# "Incompatible JPEG" Canon PowerShot 10X



## Cruiser Too (Jun 7, 2010)

TUGGERS.... H-E-L-P !!!

During our vacation I took a whole bunch of pictures.... 
as I reviewed them on my camera, I once saw "Incompatible JPEG".  
I turned the camera OFF and back ON again.  
Everything was back to "normal" (or so I thought).

Upon returning home, I inserted the SD flashcard into my PC to load the pictures onto my hard-drive. 

There were three folders on the flashcard.  
The first contained pictures from a vacation in 2007  !!!
This was a surprise to me as I didn't expect them on the card.
The other two folders contains "garbage" (empty folders and unreadable files)

I can *NOT* see the pictures from our latest vacation !!!!!  
So I removed the flashcard from my PC and inserted it back into my camera... 
*Voila...* I can see the pictures, all of them !!!!  

As I reviewed the last picture... 
up pops this "Incompatible JPEG" message again  

Another strange thing:
I can't view the images of our 2007 vacation,
that I am able to view on my PC  

Any suggestions would be greatly appreciated !!!

Doug


----------



## cp73 (Jun 7, 2010)

That is a strange one. Are you sure you were viewing the images on your card when you put the SD card in your computer? You might want to copy all the folders on the SD card over to your PC, but I wouldn't delete anything on the SD card yet. How experienced are you with computers and your digital camera? Do you feel comfortable fooling around with this. If not find someone who is. I also would do a google search with your issues. I did a quick one and found many references to incompatible jpegs with Canon Powershots. One might have your solution.

Good luck...just dont delete anything from the SD card until you have this resolved.


----------



## Cruiser Too (Jun 7, 2010)

Hi Chris !

RE: "_Are you sure you were viewing the images on your card when you put the SD card in your computer?_"

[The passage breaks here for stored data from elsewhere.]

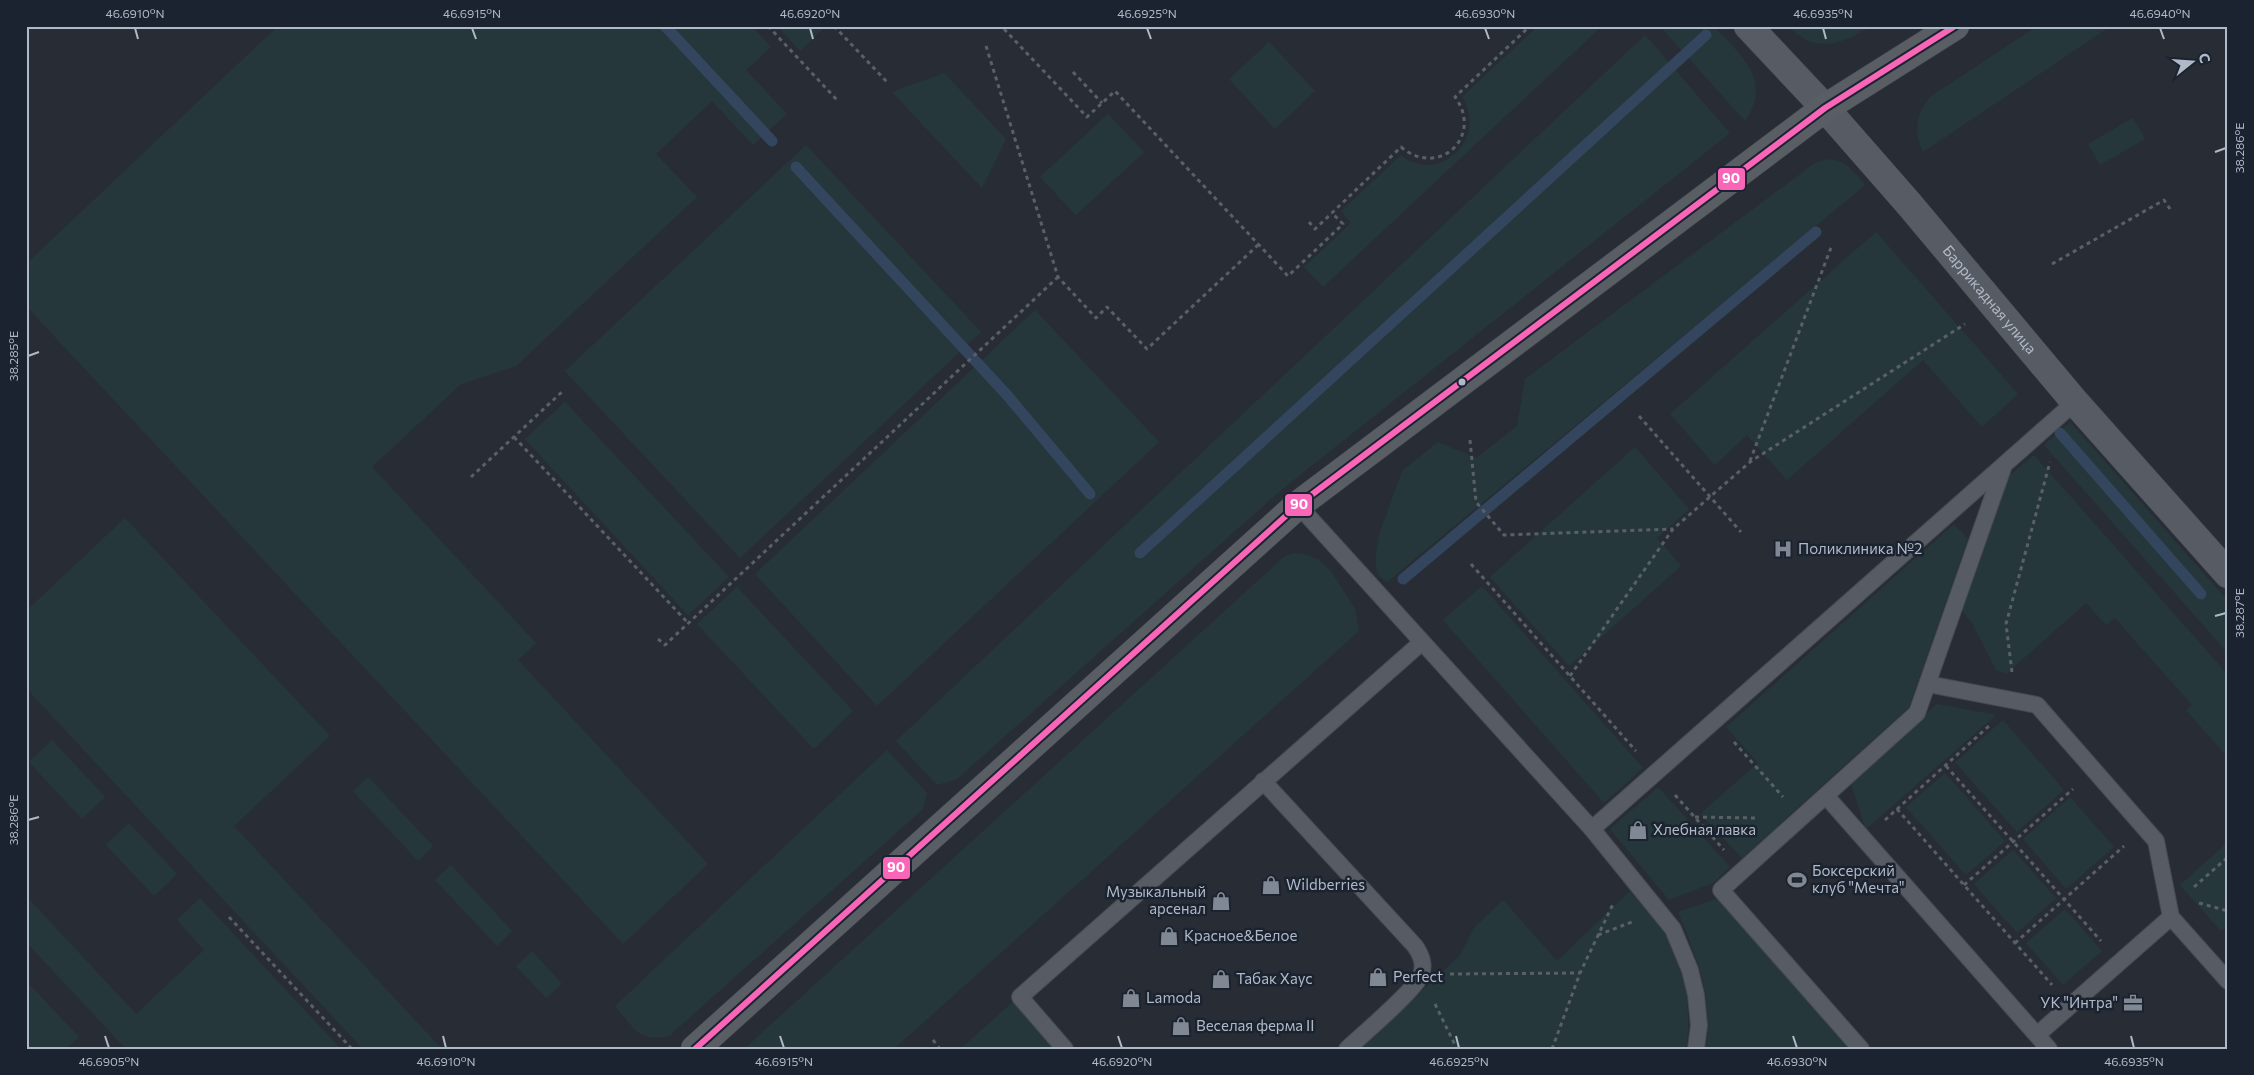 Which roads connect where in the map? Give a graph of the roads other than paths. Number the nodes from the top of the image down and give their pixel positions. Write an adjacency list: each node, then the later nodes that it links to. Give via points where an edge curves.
1 (1748, 26): 3 (street, Баррикадная улица)
2 (1955, 26): 3 (main road)
3 (1825, 108): 4 (street, Баррикадная улица); 6 (main road)
4 (2075, 402): 5 (lane); 7 (street, Баррикадная улица)
5 (2004, 465): 9 (lane); 12 (lane)
6 (1298, 505): 8 (lane); 16 (main road)
7 (2228, 574)
8 (1422, 642): 10 (lane); 12 (lane)
9 (1928, 684): 11 (lane, via 1917,713); 13 (lane, via 2037,706 2156,841 2174,899)
10 (1263, 781): 17 (lane, via 1020,997); 18 (lane, via 1415,946 1422,960 1421,974 1410,989)
11 (1826, 796): 15 (lane); 20 (lane, via 1721,890)
12 (1592, 829): 19 (lane, via 1674,929 1696,995 1699,1025)
13 (2171, 916): 14 (lane); 15 (lane)
14 (2228, 981)
15 (2037, 1035): 21 (lane)
16 (695, 1049)
17 (1065, 1049)
18 (1346, 1049)
19 (1696, 1049)
20 (1861, 1049)
21 (2049, 1049) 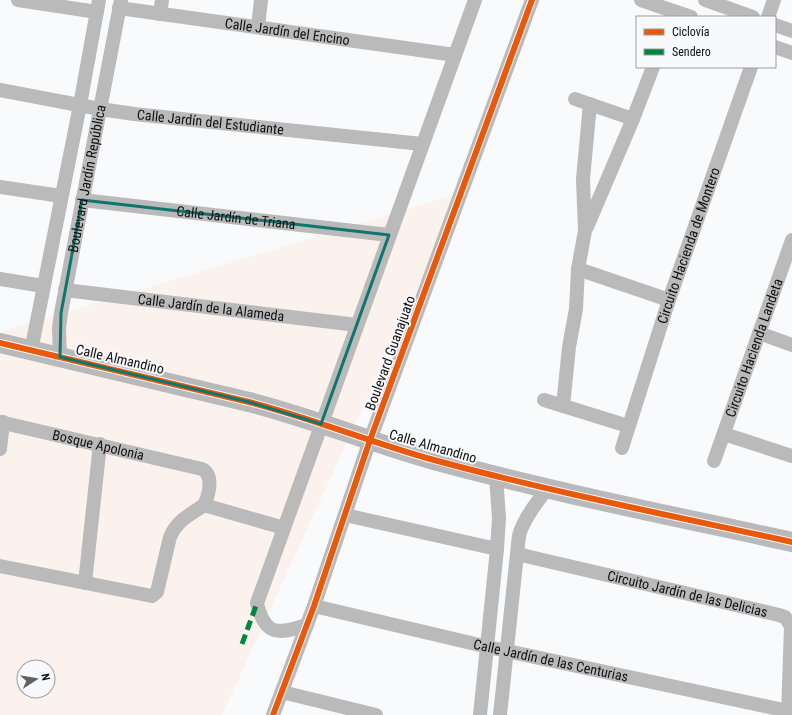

Pretty darn sure... the only other possibility is the pictures are on the camera's hard-disk... 
which I don't believe is highly probable.  
Don't even  think my camera has a hard-disk. 

RE: "_You might want to copy all the folders on the SD card over to your PC, but I wouldn't delete anything on the SD card yet._"

It's worth a try... but, I won't hold my breath.

RE: "_How experienced are you with computers and your digital camera? _"

Pretty experienced with both.  Been uploading from flashcards to PC for several years without any problem.

RE: "_I also would do a google search with your issues. I did a quick one and found many references to incompatible jpegs with Canon Powershots. One might have your solution._"

Did that.. none of the "issues/solutions" matched my scenario.  
Most complained seeing "Incompatible JPEG" AFTER copying the images from the flashcards onto the PCs. 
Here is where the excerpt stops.